Здоровый и страстный, он жадно искал чувственных наслаждений – и что могло тогда остановить его на этих сомнительных путях? Сухой и бесплодный морализм Е. А. Энгельгардта мог только вызвать иронию у такого «вольтерьянца», каким был юный Пушкин. «Религия сердца» сентиментального Жуковского могла только забавлять его своей наивностью. Та социальная среда, в коей он вращался, была вся на ущербе, и «дворянская распущенность нравов» всецело поддерживала его чувственные пристрастия. Французская поэзия, почти вся эротическая и нередко скабрезная, давно уж развратила его воображение. Тщетно Чаадаев пытался внушить своему другу какие-то начала нравственности: у самого Петра Яковлевича в эти годы не было еще цельного мировоззрения, и ему не удалось победить веселый скепсис юного эпикурейца.
Надо удивляться не тому, что Пушкин предавался кутежам и не брезговал альковами Лаис, а тому, что в эти годы уже возникали в его душе серьезные замыслы, что чудесно зрел его поэтический дар и что он среди любовных и чувственных приключений находил время для упорного труда над своей поэмой «Руслан и Людмила».
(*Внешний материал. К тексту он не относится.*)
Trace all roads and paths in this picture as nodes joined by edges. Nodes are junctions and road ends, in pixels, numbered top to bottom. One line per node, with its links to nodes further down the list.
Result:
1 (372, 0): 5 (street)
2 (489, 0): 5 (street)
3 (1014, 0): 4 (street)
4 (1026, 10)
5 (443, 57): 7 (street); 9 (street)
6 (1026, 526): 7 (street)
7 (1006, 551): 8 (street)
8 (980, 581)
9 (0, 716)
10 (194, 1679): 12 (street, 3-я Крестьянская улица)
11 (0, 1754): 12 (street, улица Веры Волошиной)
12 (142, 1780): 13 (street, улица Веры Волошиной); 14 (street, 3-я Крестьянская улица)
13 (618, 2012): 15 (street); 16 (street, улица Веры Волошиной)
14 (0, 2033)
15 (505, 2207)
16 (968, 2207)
Но как ни крепок был организм Александра Сергеевича Пушкина, кутежи и альковные увлечения должны были подорвать его здоровье. Январь и февраль 1818 года поэт прикован был к постели. Он воспользовался невольным уединением и усердно работал над своей поэмой. «Если бы еще два или три… так и дело в шляпе, – писал А. И. Тургенев Вяземскому 18 декабря 1818 года. – Первая… болезнь была и первою кормилицею его поэмы».
В феврале 1819 года Пушкин опять болен. «Венера пригвоздила Пушкина к постели и к поэме», – считает своим долгом сообщить Тургенев тому же Вяземскому. В середине июня Пушкин снова лежал больной. На этот раз у него была «горячка». Жизнь его подвергалась серьезной опасности. «Пушкин очень болен, – пишет Тургенев Вяземскому. – Он простудился у дверей одной… которая не пускала его в дождь к себе, для того чтобы не заразить его своей болезнью. Какая борьба благородства, любви и распутства!» Этот или подобный случай дал поэту повод написать пьесу «Ольга, крестница Киприды…»[155] Однажды, когда Пушкин лежал так, прикованный к постели недугом, к нему в квартиру проникла некая веселая дама, переодетая гусаром. Поэт посвятил приключению стихотворение «Выздоровление» («Тебя ль я видел, милый друг?»).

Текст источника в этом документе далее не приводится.